Blood Wine
Page 13
The Mob
It came back to me on the bus. I was trying to sleep. You know what it’s like on a bus, you’re droning along, wheels humming, and you’re half awake and you lose track of where you are. It came back in images, but not as you’d imagine, not in random order on a scale of intensity. It came back in chronological sequence, like I was watching an old-fashioned movie.
You remember I was in the wine shed, the bottling shed at the end. I was blindfolded, taped in a chair. I told you I heard someone, the others called him Mr. Savage. He chopped off the screaming man’s hand. Or someone did it on his order. They mostly weren’t speaking English.
I had flown to Rochester to check out a wine source. We had cases of vintage Châteauneuf-du-Pape from an estate I couldn’t track down. I couldn’t get a price on it. We always publish an estimate of what something will bring at auction. This was a mystery wine, and the paper trail traced our lot through a retailer in Rochester.
So, there I am at Bonnydoon when I hear a gunshot. I could picture what happened. I was blindfolded, but I could hear the body fall into the vat.
“Get rid of her,” said a voice I assume was Mr. Savage’s. In English. Then he said something in another language, and then he said, “Not here.” Then he said in Italian, “I don’t want her found. She disappears.”
He was speaking in three languages.
I was blindfolded, but the blindfold slipped off. It didn’t seem to bother them. As far as they were concerned, I was already dead.
He dumped my purse, motioning to another man, who picked up a severed hand. There was a gold ring. It seemed like the flesh was still pulsing. It seemed like it was alive. He wrapped it in tissues and dropped it into my bag. He scooped up my stuff, removed identification cards and papers, then dropped the rest into the bag.
“The hand,” he said, then he said something in another language. Then in Italian, he repeated, “She disappears.”
He leaned over me. I could see every pore in his face. He was breathing through his nose but I could smell his breath; it was sweet and minty. He ran his hands over me, not sexually, not so you’d know it. Even the crudest groper wants a response, but it was more like he was assessing a slab of meat at the slaughterhouse or trying to embed anatomical details in his memory, knowing I was going to die.
He stopped, or he was stopped.
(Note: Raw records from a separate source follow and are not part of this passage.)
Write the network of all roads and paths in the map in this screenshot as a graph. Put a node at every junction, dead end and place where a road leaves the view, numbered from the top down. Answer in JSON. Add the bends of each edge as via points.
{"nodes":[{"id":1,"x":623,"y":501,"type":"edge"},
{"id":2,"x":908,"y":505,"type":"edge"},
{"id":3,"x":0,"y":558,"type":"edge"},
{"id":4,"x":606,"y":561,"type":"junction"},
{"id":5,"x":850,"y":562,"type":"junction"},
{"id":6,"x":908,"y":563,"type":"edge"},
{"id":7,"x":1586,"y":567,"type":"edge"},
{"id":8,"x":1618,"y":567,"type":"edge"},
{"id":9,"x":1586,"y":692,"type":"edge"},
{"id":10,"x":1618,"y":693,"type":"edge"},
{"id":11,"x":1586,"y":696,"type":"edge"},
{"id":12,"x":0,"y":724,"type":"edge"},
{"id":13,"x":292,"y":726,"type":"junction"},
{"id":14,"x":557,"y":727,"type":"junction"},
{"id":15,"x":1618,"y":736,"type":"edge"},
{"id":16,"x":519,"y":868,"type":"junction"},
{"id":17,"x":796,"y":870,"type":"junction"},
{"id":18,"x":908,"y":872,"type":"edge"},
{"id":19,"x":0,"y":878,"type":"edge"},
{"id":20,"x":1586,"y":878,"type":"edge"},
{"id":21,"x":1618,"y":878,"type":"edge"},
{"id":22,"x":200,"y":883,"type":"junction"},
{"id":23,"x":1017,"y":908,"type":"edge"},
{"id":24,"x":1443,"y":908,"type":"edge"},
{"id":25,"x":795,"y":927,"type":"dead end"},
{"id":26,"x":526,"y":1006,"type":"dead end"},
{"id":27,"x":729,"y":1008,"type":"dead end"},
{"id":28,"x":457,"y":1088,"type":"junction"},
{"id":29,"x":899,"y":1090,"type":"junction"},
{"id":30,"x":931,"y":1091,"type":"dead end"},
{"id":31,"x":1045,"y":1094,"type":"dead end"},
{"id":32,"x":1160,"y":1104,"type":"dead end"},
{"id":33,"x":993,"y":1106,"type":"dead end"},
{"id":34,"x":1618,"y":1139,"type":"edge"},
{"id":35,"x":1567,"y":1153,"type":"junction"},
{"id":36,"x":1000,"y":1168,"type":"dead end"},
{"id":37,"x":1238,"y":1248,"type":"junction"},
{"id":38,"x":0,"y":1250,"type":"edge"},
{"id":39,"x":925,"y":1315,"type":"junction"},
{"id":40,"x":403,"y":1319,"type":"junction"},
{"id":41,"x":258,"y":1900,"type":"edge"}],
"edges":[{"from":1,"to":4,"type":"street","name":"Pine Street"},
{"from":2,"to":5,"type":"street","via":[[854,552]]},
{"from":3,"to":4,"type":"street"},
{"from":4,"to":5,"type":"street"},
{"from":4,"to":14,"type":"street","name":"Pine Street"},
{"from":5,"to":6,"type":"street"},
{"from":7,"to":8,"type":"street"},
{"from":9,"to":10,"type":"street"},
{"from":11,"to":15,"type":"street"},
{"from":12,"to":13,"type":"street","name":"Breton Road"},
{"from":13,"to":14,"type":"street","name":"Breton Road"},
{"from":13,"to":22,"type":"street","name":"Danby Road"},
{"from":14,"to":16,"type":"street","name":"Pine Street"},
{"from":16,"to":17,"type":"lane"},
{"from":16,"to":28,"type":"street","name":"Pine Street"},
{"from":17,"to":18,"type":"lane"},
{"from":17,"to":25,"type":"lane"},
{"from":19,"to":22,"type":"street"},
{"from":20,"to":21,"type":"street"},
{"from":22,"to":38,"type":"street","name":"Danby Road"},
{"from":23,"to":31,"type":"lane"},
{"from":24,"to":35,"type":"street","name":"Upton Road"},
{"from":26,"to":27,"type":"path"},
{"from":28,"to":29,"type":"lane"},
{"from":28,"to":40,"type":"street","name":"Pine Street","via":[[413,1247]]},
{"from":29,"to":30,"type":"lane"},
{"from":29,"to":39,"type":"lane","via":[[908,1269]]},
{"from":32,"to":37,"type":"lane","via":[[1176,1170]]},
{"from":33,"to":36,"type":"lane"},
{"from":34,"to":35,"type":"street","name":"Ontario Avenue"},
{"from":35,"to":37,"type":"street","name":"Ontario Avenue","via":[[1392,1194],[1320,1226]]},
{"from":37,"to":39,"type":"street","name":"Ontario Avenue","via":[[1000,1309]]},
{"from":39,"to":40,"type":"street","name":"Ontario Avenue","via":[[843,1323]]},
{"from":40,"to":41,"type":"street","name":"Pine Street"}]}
I’m not sure.
Mr. Savage told someone in Italian where to find you. Miranda Quin, he said. He gave your address on Isabella Street and spoke as if he were repeating known information. I got the impression the man he was talking to was supposed to find you and kill you. You were the main event. Your death. Mine was a nuisance, yours a necessity. Your name, your address, they were seared into my brain.
I was placed in a car. It was night. I could see lights in the big house up behind the vineyards, the house where the old lady lived.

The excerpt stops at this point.